====== DATA RECORDS ======
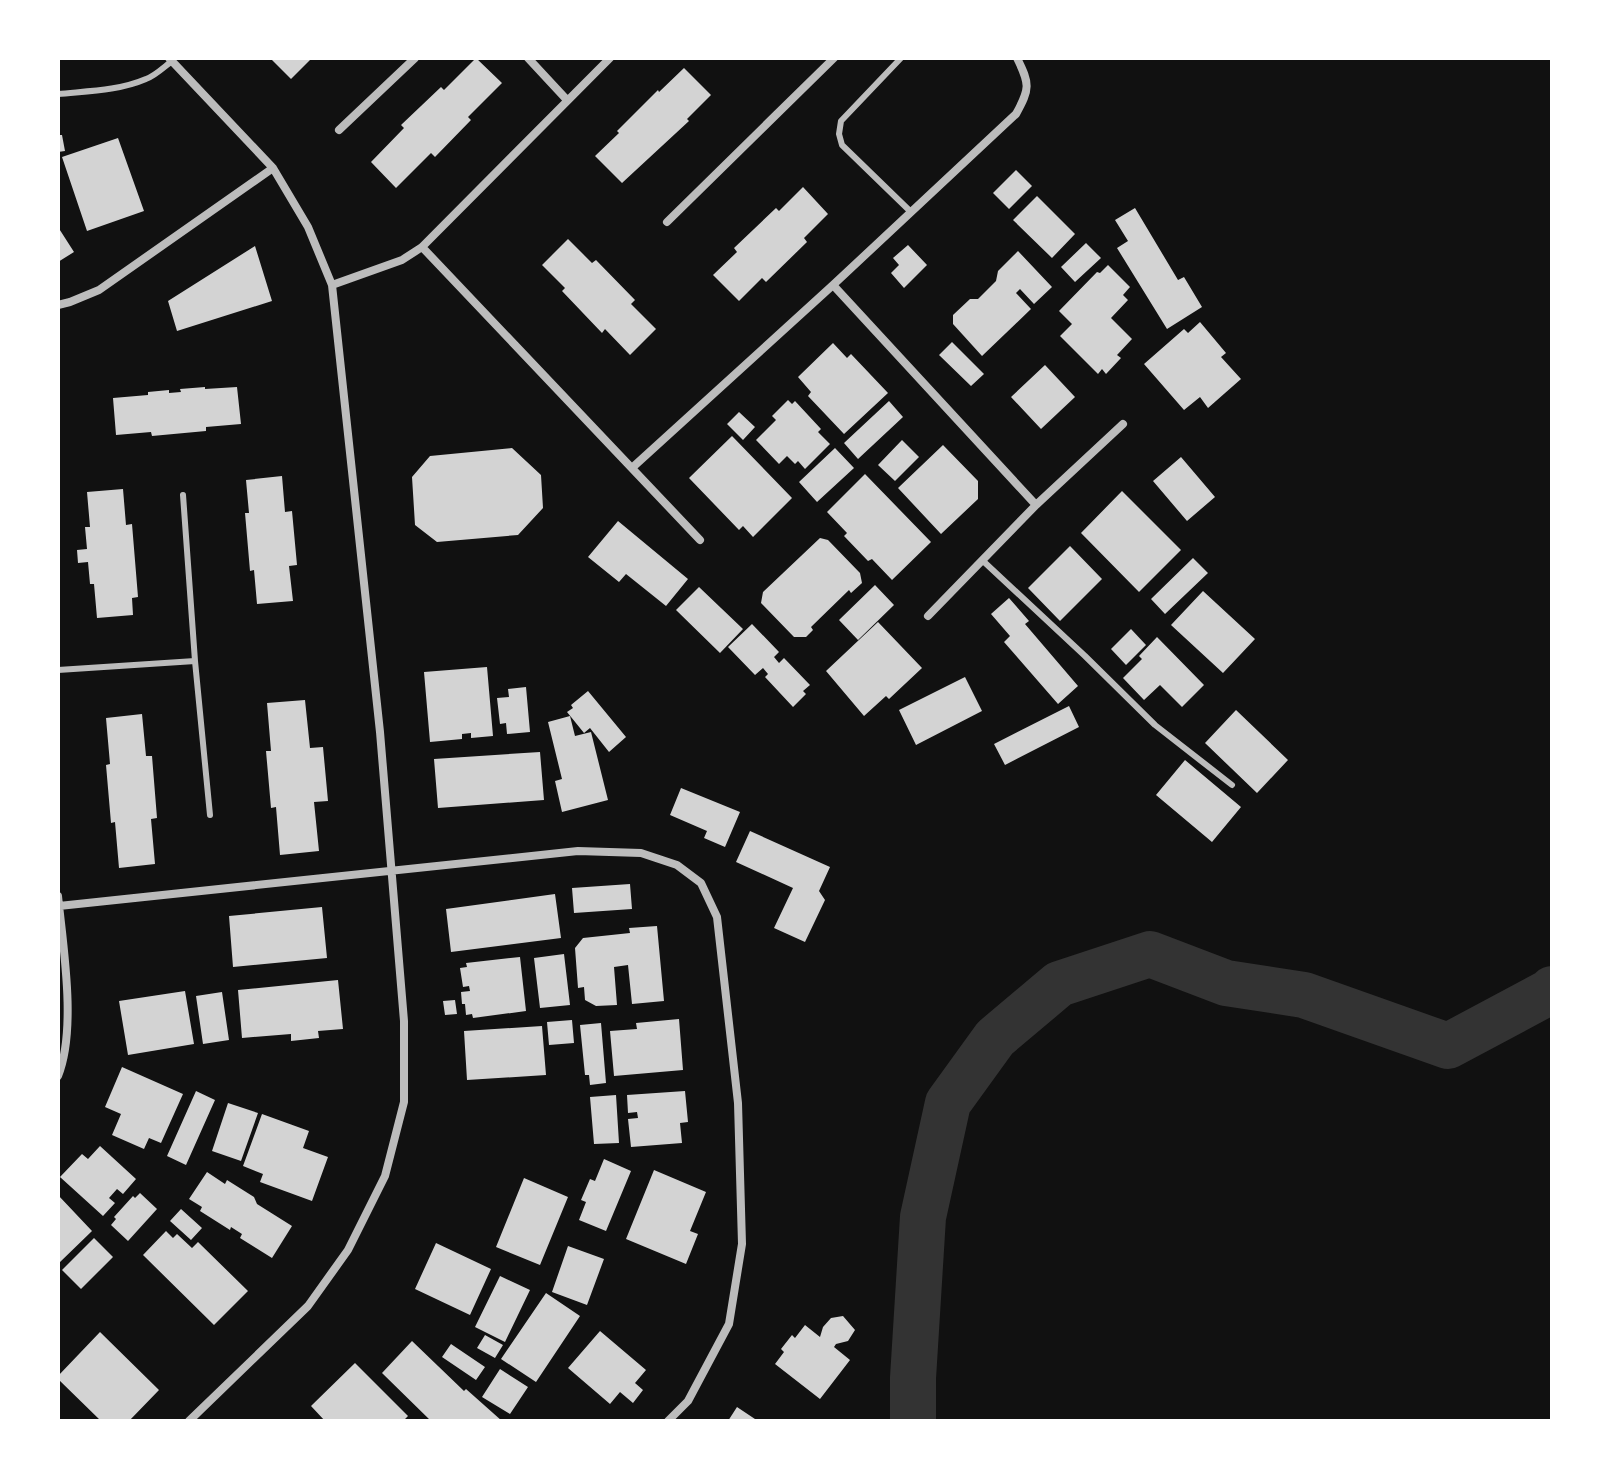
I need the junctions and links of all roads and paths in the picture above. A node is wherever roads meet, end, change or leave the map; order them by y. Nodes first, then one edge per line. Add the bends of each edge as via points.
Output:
1 (415, 58) edge
2 (528, 58) edge
3 (610, 58) edge
4 (834, 58) edge
5 (901, 58) edge
6 (1017, 58) edge
7 (172, 59) edge
8 (58, 94) edge
9 (567, 100) junction
10 (339, 130) dead end
11 (273, 168) junction
12 (911, 212) junction
13 (667, 222) dead end
14 (422, 247) junction
15 (332, 285) junction
16 (833, 285) junction
17 (58, 305) edge
18 (1123, 424) dead end
19 (633, 467) junction
20 (183, 495) dead end
21 (1036, 505) junction
22 (700, 540) dead end
23 (982, 560) junction
24 (928, 616) dead end
25 (195, 661) junction
26 (58, 670) edge
27 (1232, 785) dead end
28 (210, 815) dead end
29 (392, 871) junction
30 (58, 896) edge
31 (58, 906) edge
32 (58, 1076) edge
33 (189, 1421) edge
34 (668, 1421) edge

1 - 10 street
2 - 9 street
3 - 9 street
4 - 13 street
5 - 12 lane via 841,121 839,134 842,145
6 - 12 street via 1026,75 1027,94 1016,114
7 - 8 lane via 149,78 128,85
7 - 11 street
9 - 14 street
11 - 15 street via 308,227
11 - 17 street via 99,290
12 - 16 street
14 - 15 street via 402,260
14 - 19 street
15 - 29 street
16 - 19 street
16 - 21 street
18 - 21 street
19 - 22 street
20 - 25 lane
21 - 23 street
23 - 24 street
23 - 27 lane via 1155,725
25 - 26 lane
25 - 28 lane
29 - 31 street
29 - 33 street via 404,1021 404,1102 385,1176 348,1250 308,1306
29 - 34 street via 578,851 641,853 677,865 701,883 717,917 738,1103 742,1244 729,1324 688,1401
30 - 31 street
31 - 32 street via 67,1039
======
PROBLEM DESCRIPTION:
Above are records with pictures; repeat them exactly, but without the pictures.

ANSWER BOX:
I need the junctions and links of all roads and paths in the picture above. A node is wherever roads meet, end, change or leave the map; order them by y. Nodes first, then one edge per line. Add the bends of each edge as via points.
Output:
1 (415, 58) edge
2 (528, 58) edge
3 (610, 58) edge
4 (834, 58) edge
5 (901, 58) edge
6 (1017, 58) edge
7 (172, 59) edge
8 (58, 94) edge
9 (567, 100) junction
10 (339, 130) dead end
11 (273, 168) junction
12 (911, 212) junction
13 (667, 222) dead end
14 (422, 247) junction
15 (332, 285) junction
16 (833, 285) junction
17 (58, 305) edge
18 (1123, 424) dead end
19 (633, 467) junction
20 (183, 495) dead end
21 (1036, 505) junction
22 (700, 540) dead end
23 (982, 560) junction
24 (928, 616) dead end
25 (195, 661) junction
26 (58, 670) edge
27 (1232, 785) dead end
28 (210, 815) dead end
29 (392, 871) junction
30 (58, 896) edge
31 (58, 906) edge
32 (58, 1076) edge
33 (189, 1421) edge
34 (668, 1421) edge

1 - 10 street
2 - 9 street
3 - 9 street
4 - 13 street
5 - 12 lane via 841,121 839,134 842,145
6 - 12 street via 1026,75 1027,94 1016,114
7 - 8 lane via 149,78 128,85
7 - 11 street
9 - 14 street
11 - 15 street via 308,227
11 - 17 street via 99,290
12 - 16 street
14 - 15 street via 402,260
14 - 19 street
15 - 29 street
16 - 19 street
16 - 21 street
18 - 21 street
19 - 22 street
20 - 25 lane
21 - 23 street
23 - 24 street
23 - 27 lane via 1155,725
25 - 26 lane
25 - 28 lane
29 - 31 street
29 - 33 street via 404,1021 404,1102 385,1176 348,1250 308,1306
29 - 34 street via 578,851 641,853 677,865 701,883 717,917 738,1103 742,1244 729,1324 688,1401
30 - 31 street
31 - 32 street via 67,1039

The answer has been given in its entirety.